Le secrétariat central de l’ISO est situé à Genève, en Suisse. Il assure aux membres de l’ISO le soutien administratif et technique, coordonne le programme décentralisé d’élaboration des normes et procède à leur publication.

L’ISO est le plus grand organisme de normalisation au monde. C’est une organisation non gouvernementale représentant un réseau d’instituts nationaux de 158 pays, selon le principe d’un membre par pays. »

Les 16’000 normes ISO activent en 2007 ont sans aucun doute soutenu l’essor économique et la globalisation des économies. Dès 2008 la norme ISO 26000 a établi les lignes directrices de la responsabilité sociale, la pression qui a engendré cette nouvelle norme est venue des donneurs d’ordre, des consommateurs, des gouvernements, des associations et du public en général. Dès 2009, la norme ISO 26500 a établi les lignes directrices de la responsabilité sociale de la personne, du citoyen.

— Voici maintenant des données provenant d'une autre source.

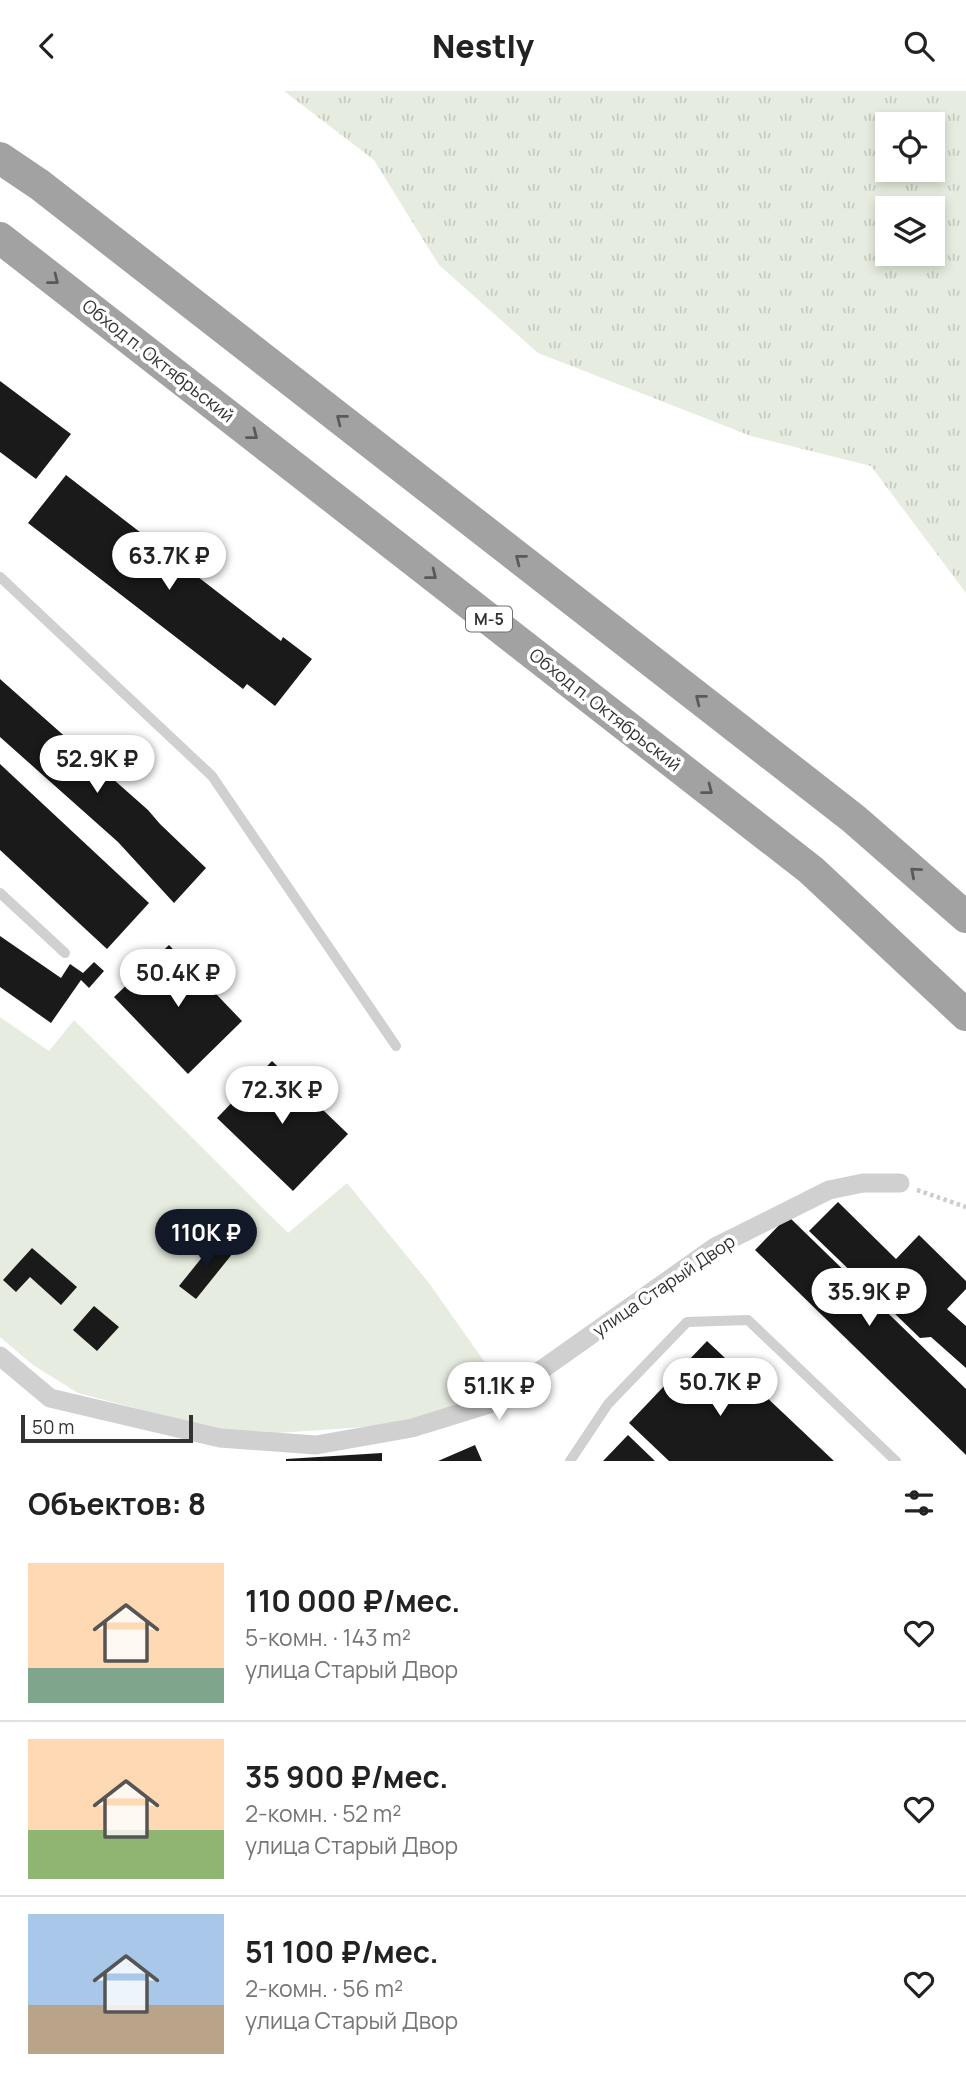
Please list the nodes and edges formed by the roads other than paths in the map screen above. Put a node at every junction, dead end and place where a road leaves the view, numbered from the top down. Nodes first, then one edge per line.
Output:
1 (0, 158) edge
2 (0, 238) edge
3 (0, 577) edge
4 (0, 893) edge
5 (966, 917) edge
6 (65, 953) dead end
7 (966, 1015) edge
8 (396, 1045) dead end
9 (900, 1183) road end
10 (0, 1356) edge
11 (570, 1461) edge
12 (896, 1461) edge

5 -> 1 highway
2 -> 7 highway, Обход п. Октябрьский / М-5
3 - 8 lane
4 - 6 lane
9 - 10 street, улица Старый Двор
11 - 12 lane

La norme 26500 est à la base de la programmation du Flux, de l’évaluation permanente des citoyens par le système et des propositions comportementales que le Flux envoie quotidiennement dès 2020 à chaque citoyen pour qu’il puisse consommer et se comporter de manière à se maintenir dans sa zone « neutre ».

Les réseaux sociaux et les écosystèmes des citoyens – 2000 – 2005 – 2010

Les grands réseaux sociaux se constituent dès l’an 2000 avec principalement à cette date mySpace vite dépassé pas Facebook en 2005 et Twitter dès 2007. Dès 2005 les citoyens membres des réseaux apprennent les langages de base, lectures, interconnexions, publications, constitutions de réseaux et apprennent à réduire leurs zones privées et à publier leurs intimités.

La notion d’écosystème pour les marques et les citoyens apparaît dans ces années, certains membres créant un environnement numérique à leurs vies (l’écosystème) ou ils interagissent en permanence entre leurs réseaux sociaux, twitter, iphone, email, blog, widget, laissant de multiples traces et profils dans de multiples plates-formes et serveurs.

Les intérêts convergents de l’économie et de la politique prennent numériquement forme dès les années 2010 et le croisement des bases de données encore politiquement incorrectes avant 2015 est accepté par la majorité des citoyens dès cette date.

Les scientifiques « joueur du jeu de dames » rejoignent le consortium Flux en 2014

Les scientifiques canadiens, qui avaient réussi en 2007 à programmer la totalité des 500 milliards de milliards de combinaisons du jeu de dames, rejoignent en 2014 ce qui sera plus tard le consortium Flux, avec la responsabilité d’augmenter les possibilités de prévisibilité des comportements citoyens sur la base des traces et profil numérique.